Start of Stored data

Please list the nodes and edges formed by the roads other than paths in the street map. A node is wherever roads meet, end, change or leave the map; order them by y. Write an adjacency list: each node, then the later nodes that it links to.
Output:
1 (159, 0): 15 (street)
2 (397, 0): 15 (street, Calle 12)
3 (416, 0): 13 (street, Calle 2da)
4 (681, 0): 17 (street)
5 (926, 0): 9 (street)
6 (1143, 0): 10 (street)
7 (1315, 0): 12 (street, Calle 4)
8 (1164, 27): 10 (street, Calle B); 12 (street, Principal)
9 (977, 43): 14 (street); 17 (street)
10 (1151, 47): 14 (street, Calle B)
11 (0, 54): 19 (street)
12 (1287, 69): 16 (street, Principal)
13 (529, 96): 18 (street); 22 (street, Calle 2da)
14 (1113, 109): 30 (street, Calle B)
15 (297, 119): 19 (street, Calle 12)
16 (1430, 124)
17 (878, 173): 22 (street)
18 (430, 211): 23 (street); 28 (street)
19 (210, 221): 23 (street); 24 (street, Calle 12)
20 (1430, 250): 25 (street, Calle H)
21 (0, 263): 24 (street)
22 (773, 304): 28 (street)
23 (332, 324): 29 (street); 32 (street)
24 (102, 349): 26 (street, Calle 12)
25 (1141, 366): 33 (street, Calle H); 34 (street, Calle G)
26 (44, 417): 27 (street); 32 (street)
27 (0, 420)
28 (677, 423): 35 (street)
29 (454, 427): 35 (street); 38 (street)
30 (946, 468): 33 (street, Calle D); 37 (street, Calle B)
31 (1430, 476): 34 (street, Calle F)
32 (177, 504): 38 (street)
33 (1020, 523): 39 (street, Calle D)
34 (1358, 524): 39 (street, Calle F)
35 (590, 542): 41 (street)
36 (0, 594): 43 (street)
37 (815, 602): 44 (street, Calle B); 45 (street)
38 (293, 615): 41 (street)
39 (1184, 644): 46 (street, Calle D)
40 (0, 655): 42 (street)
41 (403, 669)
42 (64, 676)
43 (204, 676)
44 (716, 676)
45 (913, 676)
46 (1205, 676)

End of Stored data

Exercise prompt: Word for word, restate the material above.

Reply to the exercise:
Please list the nodes and edges formed by the roads other than paths in the street map. A node is wherever roads meet, end, change or leave the map; order them by y. Write an adjacency list: each node, then the later nodes that it links to.
Output:
1 (159, 0): 15 (street)
2 (397, 0): 15 (street, Calle 12)
3 (416, 0): 13 (street, Calle 2da)
4 (681, 0): 17 (street)
5 (926, 0): 9 (street)
6 (1143, 0): 10 (street)
7 (1315, 0): 12 (street, Calle 4)
8 (1164, 27): 10 (street, Calle B); 12 (street, Principal)
9 (977, 43): 14 (street); 17 (street)
10 (1151, 47): 14 (street, Calle B)
11 (0, 54): 19 (street)
12 (1287, 69): 16 (street, Principal)
13 (529, 96): 18 (street); 22 (street, Calle 2da)
14 (1113, 109): 30 (street, Calle B)
15 (297, 119): 19 (street, Calle 12)
16 (1430, 124)
17 (878, 173): 22 (street)
18 (430, 211): 23 (street); 28 (street)
19 (210, 221): 23 (street); 24 (street, Calle 12)
20 (1430, 250): 25 (street, Calle H)
21 (0, 263): 24 (street)
22 (773, 304): 28 (street)
23 (332, 324): 29 (street); 32 (street)
24 (102, 349): 26 (street, Calle 12)
25 (1141, 366): 33 (street, Calle H); 34 (street, Calle G)
26 (44, 417): 27 (street); 32 (street)
27 (0, 420)
28 (677, 423): 35 (street)
29 (454, 427): 35 (street); 38 (street)
30 (946, 468): 33 (street, Calle D); 37 (street, Calle B)
31 (1430, 476): 34 (street, Calle F)
32 (177, 504): 38 (street)
33 (1020, 523): 39 (street, Calle D)
34 (1358, 524): 39 (street, Calle F)
35 (590, 542): 41 (street)
36 (0, 594): 43 (street)
37 (815, 602): 44 (street, Calle B); 45 (street)
38 (293, 615): 41 (street)
39 (1184, 644): 46 (street, Calle D)
40 (0, 655): 42 (street)
41 (403, 669)
42 (64, 676)
43 (204, 676)
44 (716, 676)
45 (913, 676)
46 (1205, 676)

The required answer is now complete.